The first full trailer for the next James Bond movie, “Spectre,” was released on Wednesday. I am a monumental James Bond fan — own all the movies, read all the books (even the non-Fleming ones), played the video games. I could not be more excited for “Spectre” to come out on Nov. 6.
And I’m not going to watch the trailer.
Believe me, it is killing me, especially as some dribs and drabs of reaction start posting on my Facebook and Twitter feeds — “mind-blowing” was how a fellow 007 fanatic put it. It’s so tempting, and so easy, to just go to YouTube right now and click.
But I’m not going to do it. Really, I’m not.
As a movie lover, even a film writer who often sees films before they open, it’s so rare these days is to be able to see a movie without knowing anything about it. We are deluged with trailers, teaser trailers, teaser posters, behind-the-scenes footage, tie-in commercials, newspaper articles — and, in the case of “Spectre” and other Sony films, script leaks. And then there’s the endless chorus of excitement and speculation that comes with it on social media, as fans try and figure out who that guy is playing and how that two-second blip fits into the film and whether it’s going to better or worse than the last film.
Sometimes that anticipation can be fun. I watched the trailer for Alejandro Gonzales Inarritu’s Western “The Revenant” earlier this week and got very excited. And the trailers for “Star Wars: The Force Awakens” have definitely gotten me on board, giving me just enough out-of-context coolness and fan service (“Chewie, we’re home”) to get me worked up. Heck, Comic-Con is founded on the very idea that, if you love something in pop culture, you want as much of it as you can get as soon as you can get it.
But the Bond movies are special, and I really want to fight against the tide of pre-release hype and spoilers as much as possible, and go in as fresh as I possibly can. I speak from experience.
When the second Daniel Craig Bond film, “Quantum of Solace,” came out, I watched the trailers over and over, a sensory overload of out-of-context action sequences (Car chase in a tunnel! Jumping a motorcyle into a boat! Falling off a ledge onto and through a glass cathedral ceiling!)

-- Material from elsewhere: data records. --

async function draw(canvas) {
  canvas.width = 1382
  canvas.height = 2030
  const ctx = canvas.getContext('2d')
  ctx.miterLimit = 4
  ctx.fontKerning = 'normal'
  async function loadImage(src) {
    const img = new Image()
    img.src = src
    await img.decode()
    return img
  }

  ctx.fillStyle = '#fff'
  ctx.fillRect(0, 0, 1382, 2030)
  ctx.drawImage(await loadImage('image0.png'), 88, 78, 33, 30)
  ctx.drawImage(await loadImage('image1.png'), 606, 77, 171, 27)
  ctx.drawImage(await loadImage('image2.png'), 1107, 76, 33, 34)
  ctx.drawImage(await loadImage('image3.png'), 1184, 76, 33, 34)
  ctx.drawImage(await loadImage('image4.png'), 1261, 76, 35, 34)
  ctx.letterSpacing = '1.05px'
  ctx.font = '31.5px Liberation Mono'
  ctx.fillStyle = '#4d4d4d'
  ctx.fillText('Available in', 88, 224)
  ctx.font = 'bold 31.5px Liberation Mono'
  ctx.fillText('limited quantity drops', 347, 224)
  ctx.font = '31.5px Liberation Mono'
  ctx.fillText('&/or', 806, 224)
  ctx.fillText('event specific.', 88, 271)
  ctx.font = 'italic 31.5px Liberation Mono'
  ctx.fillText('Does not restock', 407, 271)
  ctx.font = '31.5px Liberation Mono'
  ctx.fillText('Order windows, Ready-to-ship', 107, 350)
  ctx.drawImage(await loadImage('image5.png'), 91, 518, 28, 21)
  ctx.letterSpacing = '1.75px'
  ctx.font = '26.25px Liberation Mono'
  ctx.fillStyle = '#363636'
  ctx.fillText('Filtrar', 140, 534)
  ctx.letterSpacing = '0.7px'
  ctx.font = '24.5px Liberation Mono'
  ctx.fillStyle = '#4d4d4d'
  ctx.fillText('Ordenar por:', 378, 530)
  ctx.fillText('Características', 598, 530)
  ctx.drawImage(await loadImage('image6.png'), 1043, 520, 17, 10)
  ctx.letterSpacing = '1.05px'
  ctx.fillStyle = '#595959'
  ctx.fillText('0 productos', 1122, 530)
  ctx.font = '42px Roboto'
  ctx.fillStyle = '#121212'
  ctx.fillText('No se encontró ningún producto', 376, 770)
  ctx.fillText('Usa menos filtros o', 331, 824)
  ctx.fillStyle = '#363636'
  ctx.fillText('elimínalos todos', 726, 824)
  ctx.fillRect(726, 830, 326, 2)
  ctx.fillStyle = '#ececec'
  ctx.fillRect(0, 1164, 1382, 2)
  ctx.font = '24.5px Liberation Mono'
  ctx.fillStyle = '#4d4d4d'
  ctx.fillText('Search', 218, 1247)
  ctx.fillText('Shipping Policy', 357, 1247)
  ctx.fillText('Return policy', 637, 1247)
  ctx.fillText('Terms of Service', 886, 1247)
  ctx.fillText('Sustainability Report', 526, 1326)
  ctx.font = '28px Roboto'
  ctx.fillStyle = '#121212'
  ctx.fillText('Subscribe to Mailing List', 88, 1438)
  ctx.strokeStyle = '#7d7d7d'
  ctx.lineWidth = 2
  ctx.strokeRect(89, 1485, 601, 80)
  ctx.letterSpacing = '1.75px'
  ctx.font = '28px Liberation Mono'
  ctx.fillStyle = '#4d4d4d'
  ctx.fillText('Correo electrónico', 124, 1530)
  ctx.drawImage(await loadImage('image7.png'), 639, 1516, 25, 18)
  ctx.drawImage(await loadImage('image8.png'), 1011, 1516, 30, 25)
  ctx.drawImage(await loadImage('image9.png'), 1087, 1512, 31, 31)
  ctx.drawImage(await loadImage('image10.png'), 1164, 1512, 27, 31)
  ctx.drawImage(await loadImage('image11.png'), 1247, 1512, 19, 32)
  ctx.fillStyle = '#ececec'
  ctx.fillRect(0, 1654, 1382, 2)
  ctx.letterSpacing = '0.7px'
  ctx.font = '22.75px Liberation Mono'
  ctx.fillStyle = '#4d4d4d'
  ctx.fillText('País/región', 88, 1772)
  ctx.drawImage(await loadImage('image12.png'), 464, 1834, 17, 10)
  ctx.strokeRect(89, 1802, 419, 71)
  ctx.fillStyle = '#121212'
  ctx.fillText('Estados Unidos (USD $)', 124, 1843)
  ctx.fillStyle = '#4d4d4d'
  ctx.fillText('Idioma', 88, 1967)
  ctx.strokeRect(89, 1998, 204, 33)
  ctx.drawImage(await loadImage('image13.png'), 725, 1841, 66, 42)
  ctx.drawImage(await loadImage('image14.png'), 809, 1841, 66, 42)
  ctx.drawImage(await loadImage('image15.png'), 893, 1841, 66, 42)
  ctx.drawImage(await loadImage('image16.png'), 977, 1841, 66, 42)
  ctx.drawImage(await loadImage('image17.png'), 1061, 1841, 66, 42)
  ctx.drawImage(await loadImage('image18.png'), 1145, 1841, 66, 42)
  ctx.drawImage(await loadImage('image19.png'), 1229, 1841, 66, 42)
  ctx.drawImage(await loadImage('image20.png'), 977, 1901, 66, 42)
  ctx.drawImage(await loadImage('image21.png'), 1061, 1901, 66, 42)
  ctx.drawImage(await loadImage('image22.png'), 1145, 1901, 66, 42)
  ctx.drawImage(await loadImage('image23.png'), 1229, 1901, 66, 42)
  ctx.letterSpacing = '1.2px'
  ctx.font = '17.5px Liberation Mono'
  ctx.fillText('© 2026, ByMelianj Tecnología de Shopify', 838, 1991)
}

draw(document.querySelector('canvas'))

It all looked very cool. And then I watched the movie, and realized that all those trailer moments were the high points of every action scene in the movie. I had seen a little bit of every part of the movie. Instead of experiencing the movie, I was automatically fitting the puzzle pieces I had seen into the trailer into the final film (“Oh, that’s where he drives across the desert.”) It was a very anticlimactic viewing experience. And it didn’t help that “Quantum” is easily the weakest of the Craig 007 movies.
So, for 2012’s “Skyfall,” I gave myself a moratorium on information about the film. No trailers, no magazine articles, no nothing. It was not easy. At one point, out to see “Argo” with the woman who’d later become my wife, I had to stop and wait outside the theater until the trailers finished. Super dorky, I know, but she understood.
Still, information is so pervasive today that a few tidbits of information got past the filter. I knew Javier Bardem played the bad guy, I knew something happened to Judi Dench’s M, and I knew there was some kind of action scene set on top of a train.
But that was pretty much it. And when I went to “Skyfall” on the Thursday screening before it officially opened, I had a fantastic time. I was thrilled, I was moved, I was surprised. It was like going to see “The Spy Who Loved Me” when I was eight, not even really knowing what James Bond was. Everything was new.
Movie fans, and especially movie writers, are so stuck on the hype treadmill of movies getting teased, promo’ed, released and then forgotten. It was such a gift to myself to hop off that treadmill for one movie that was special to me. So I’m going to give myself the same gift with “Spectre.”
It’s going to be a long four months, but it will be worth it.